Finiamo in carcere perché non vogliamo un mondo di oppressione, senza renderci conto che, spesso, siamo noi gli oppressori. Accettare questo dato di fatto è il primo passo verso una consapevolezza generale che può permettere di realizzare un cambiamento, il cambiamento: quello verso la liberazione totale. La società in cui viviamo rende impossibile una vera coerenza, ma ciò non può e non deve sminuire i piccoli e i grandi passi che facciamo, possiamo e dobbiamo fare, se davvero vogliamo che la liberazione totale non sia un semplice slogan, ma diventi una realtà.

 

I nostri spazi, liberati dal mondo e dalla società capitalistica, fino a che punto sono veramente liberi?

 

La lotta non è, e non deve essere, rivolta solo contro l’esterno. Deve essere rivolta anche al nostro interno, contro le pratiche di abuso e di potere che spesso, più o meno inconsciamente, reiteriamo a nostra volta nei confronti di noi stess*, delle/dei compagn* e negli spazi liberati. Quella contro noi stess*, contro le strutture di dominio che ci sono state inculcate dalla cultura e dalla società, è forse la lotta più difficile da combattere. Ci impegniamo con tutte le forze per cambiare modo di vivere, per adottare un linguaggio, per intrecciare relazioni dove non ci sia posto per idee razziste e fasciste, machiste e maschiliste, omofobe e capitaliste. Siamo empatici con i deboli e con chi viene sopraffatto, perché apparteniamo tutti a una grande categoria: quella delle/degli oppress*, delle/degli sfruttat*.

 

Il rifiuto di collocarsi e collocare altr* in una scala gerarchica non può essere la scelta individuale di un singolo. Se così fosse, ne conseguirebbe che potremmo accettare e perfino rispettare ogni tipo di comportamento fascista. È una scelta che coinvolge necessariamente le/gli altr*, una scelta politica.
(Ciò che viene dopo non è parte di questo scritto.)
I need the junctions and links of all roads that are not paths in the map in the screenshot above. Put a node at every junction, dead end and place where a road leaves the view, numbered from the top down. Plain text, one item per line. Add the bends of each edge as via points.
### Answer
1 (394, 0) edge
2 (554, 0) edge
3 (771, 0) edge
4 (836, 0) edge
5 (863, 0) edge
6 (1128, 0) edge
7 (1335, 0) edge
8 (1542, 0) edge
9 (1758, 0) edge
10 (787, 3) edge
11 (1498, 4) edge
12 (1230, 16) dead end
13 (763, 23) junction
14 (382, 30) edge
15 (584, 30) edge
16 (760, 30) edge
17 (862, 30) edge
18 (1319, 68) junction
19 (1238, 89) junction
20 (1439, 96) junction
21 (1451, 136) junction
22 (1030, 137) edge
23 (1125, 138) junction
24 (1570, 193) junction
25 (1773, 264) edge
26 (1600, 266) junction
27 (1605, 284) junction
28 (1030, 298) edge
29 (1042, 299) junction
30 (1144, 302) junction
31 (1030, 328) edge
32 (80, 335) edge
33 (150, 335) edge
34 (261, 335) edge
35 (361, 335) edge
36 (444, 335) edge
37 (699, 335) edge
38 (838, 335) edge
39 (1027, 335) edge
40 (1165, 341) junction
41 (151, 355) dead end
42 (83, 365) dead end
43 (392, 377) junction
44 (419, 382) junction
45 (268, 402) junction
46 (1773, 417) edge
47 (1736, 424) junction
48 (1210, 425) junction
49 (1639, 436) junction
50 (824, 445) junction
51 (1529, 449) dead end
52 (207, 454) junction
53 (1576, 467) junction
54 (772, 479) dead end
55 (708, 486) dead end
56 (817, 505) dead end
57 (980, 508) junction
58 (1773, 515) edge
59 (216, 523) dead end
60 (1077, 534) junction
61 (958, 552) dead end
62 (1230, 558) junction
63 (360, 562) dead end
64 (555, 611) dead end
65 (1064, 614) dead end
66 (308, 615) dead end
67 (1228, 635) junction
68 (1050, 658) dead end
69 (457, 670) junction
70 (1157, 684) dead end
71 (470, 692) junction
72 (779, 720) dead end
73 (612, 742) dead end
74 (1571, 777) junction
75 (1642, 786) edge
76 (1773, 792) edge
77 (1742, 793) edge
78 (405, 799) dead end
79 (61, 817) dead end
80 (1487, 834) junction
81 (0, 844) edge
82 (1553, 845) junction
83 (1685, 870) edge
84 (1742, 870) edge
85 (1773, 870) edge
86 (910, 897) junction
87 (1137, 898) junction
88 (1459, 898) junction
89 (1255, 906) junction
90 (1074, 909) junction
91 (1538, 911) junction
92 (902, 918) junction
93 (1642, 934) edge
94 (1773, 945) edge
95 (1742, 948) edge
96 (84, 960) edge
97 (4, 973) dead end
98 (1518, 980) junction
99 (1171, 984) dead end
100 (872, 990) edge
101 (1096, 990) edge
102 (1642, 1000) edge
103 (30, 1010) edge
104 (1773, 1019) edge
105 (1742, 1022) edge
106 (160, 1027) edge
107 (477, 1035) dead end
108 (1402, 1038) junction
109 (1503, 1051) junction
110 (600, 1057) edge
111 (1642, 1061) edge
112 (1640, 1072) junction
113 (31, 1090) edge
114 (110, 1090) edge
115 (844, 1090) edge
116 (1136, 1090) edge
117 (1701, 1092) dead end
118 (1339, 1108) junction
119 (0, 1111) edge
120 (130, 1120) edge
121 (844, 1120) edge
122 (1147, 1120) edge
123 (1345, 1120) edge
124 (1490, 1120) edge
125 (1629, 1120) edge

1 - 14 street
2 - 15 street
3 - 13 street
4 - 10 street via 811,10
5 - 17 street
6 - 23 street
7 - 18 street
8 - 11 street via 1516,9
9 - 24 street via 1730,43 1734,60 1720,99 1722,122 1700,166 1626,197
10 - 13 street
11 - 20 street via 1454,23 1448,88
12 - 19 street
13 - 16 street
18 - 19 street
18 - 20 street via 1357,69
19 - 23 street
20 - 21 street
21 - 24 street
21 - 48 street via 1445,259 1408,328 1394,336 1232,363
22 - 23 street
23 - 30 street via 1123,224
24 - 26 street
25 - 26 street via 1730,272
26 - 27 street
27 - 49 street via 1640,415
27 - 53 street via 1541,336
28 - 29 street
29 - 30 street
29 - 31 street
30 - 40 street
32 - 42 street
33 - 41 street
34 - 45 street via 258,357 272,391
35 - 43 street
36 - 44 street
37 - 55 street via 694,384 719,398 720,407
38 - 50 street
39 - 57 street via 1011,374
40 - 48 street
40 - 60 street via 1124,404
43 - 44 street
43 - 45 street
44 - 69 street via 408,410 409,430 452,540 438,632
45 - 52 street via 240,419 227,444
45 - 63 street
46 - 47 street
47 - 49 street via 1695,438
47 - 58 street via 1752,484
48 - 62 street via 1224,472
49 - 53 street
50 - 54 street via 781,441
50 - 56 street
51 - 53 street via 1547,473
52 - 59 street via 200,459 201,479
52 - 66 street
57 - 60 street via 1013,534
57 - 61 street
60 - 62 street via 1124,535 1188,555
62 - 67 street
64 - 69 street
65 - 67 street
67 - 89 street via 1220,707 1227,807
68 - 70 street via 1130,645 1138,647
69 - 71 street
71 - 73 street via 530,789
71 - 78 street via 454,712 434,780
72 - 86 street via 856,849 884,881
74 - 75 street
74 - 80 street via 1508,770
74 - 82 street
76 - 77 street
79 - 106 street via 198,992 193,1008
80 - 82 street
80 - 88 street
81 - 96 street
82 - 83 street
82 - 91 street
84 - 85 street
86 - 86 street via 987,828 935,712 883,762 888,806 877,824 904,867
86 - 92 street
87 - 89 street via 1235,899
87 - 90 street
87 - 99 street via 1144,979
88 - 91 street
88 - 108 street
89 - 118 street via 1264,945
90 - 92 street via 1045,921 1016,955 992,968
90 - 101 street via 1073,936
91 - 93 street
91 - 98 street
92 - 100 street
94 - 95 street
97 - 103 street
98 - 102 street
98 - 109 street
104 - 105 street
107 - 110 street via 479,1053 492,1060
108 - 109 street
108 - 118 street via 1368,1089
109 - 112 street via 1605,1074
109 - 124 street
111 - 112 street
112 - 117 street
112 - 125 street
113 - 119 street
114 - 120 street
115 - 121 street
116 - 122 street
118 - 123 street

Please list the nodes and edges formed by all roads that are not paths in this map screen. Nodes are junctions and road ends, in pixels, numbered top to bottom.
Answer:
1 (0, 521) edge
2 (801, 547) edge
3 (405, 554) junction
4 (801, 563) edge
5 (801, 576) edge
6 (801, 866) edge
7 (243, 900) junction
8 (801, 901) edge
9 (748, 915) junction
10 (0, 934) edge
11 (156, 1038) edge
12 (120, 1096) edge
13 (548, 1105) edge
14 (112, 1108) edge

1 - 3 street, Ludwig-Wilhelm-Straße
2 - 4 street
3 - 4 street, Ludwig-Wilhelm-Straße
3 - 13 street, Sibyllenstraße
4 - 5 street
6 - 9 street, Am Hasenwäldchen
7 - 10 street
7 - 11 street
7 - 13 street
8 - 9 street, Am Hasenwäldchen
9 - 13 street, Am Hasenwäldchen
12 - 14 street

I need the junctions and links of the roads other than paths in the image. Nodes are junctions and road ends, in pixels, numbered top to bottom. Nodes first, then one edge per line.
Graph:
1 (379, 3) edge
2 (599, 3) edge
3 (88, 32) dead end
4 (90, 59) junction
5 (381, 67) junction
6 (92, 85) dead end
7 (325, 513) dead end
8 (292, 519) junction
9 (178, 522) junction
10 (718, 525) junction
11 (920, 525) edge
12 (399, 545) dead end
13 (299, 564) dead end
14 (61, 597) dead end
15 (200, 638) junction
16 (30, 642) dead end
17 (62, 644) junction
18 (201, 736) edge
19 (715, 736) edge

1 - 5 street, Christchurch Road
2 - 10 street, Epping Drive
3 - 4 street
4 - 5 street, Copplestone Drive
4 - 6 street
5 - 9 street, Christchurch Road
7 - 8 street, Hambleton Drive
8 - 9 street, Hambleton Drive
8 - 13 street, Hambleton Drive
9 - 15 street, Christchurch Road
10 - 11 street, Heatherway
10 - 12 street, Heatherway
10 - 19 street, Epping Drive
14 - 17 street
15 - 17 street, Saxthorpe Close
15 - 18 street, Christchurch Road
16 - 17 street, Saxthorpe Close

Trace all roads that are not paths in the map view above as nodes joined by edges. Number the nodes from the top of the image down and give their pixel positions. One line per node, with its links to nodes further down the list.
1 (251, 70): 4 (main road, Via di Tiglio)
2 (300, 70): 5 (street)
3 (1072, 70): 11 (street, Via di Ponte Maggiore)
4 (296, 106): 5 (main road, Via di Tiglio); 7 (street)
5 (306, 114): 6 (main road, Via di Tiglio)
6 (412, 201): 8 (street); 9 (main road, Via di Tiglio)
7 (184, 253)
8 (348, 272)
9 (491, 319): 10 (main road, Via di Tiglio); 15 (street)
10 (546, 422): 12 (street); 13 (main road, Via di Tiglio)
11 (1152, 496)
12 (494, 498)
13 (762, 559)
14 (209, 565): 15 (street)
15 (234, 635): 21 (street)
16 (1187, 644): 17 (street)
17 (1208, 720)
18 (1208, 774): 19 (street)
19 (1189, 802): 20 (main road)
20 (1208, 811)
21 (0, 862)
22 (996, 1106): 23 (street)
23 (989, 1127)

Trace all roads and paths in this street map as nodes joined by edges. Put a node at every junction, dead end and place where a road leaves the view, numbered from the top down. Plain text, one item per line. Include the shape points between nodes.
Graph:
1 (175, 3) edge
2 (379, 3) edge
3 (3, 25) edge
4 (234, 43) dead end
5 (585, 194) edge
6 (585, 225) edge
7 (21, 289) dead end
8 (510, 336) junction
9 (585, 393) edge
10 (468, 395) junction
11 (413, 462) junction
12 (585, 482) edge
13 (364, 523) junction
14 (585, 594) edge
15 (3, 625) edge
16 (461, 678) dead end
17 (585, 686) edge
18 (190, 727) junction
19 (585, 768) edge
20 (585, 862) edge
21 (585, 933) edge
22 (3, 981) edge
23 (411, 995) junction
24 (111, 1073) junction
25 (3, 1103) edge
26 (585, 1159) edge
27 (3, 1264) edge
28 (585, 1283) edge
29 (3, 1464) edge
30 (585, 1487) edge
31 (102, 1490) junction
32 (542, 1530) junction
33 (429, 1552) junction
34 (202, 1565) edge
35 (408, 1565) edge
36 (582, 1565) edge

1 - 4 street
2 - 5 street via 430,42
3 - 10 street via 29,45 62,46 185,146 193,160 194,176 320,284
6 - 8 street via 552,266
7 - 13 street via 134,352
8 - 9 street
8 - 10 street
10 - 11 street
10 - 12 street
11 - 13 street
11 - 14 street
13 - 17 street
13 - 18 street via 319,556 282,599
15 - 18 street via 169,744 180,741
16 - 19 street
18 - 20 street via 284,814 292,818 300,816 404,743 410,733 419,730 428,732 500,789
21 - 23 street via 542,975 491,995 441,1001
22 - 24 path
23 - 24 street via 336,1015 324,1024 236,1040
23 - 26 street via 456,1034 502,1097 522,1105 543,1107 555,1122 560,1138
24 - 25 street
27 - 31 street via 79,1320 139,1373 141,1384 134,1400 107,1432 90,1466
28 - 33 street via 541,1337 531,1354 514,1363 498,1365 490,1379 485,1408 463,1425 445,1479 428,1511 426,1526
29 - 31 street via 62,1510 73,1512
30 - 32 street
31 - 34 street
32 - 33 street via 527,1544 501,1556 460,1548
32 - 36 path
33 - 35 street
Decidere di non cucinare e mangiare cibo ottenuto dallo sfruttamento e dalla morte degli animali è prima di tutto, infatti, una scelta politica, un’azione diretta e concreta contro ogni dominio. In quei piatti ci sono violenza e sfruttamento, la stessa violenza e lo stesso sfruttamento che ci consumano ogni giorno, sottraendoci tempo, vita e salute, trasformandoci in prodotti selezionabili nei banchi di quel supermercato chiamato capitalismo.

 

Rifiutarsi di consumare qualsiasi prodotto derivato dalla schiavitù e dalla prigionia di altri individui, umani e non umani, è l’unico modo per sottrarsi alla struttura oppressiva di ogni gerarchia, per eliminare definitivamente ogni forma di sfruttamento e di dominio dalle nostre pratiche politiche. Distruggiamo tutte le prigioni, non solo quelle degli animali umani.

 

Perché fino a quando esisteranno gabbie e sbarre, nessun* potrà mai essere liber*.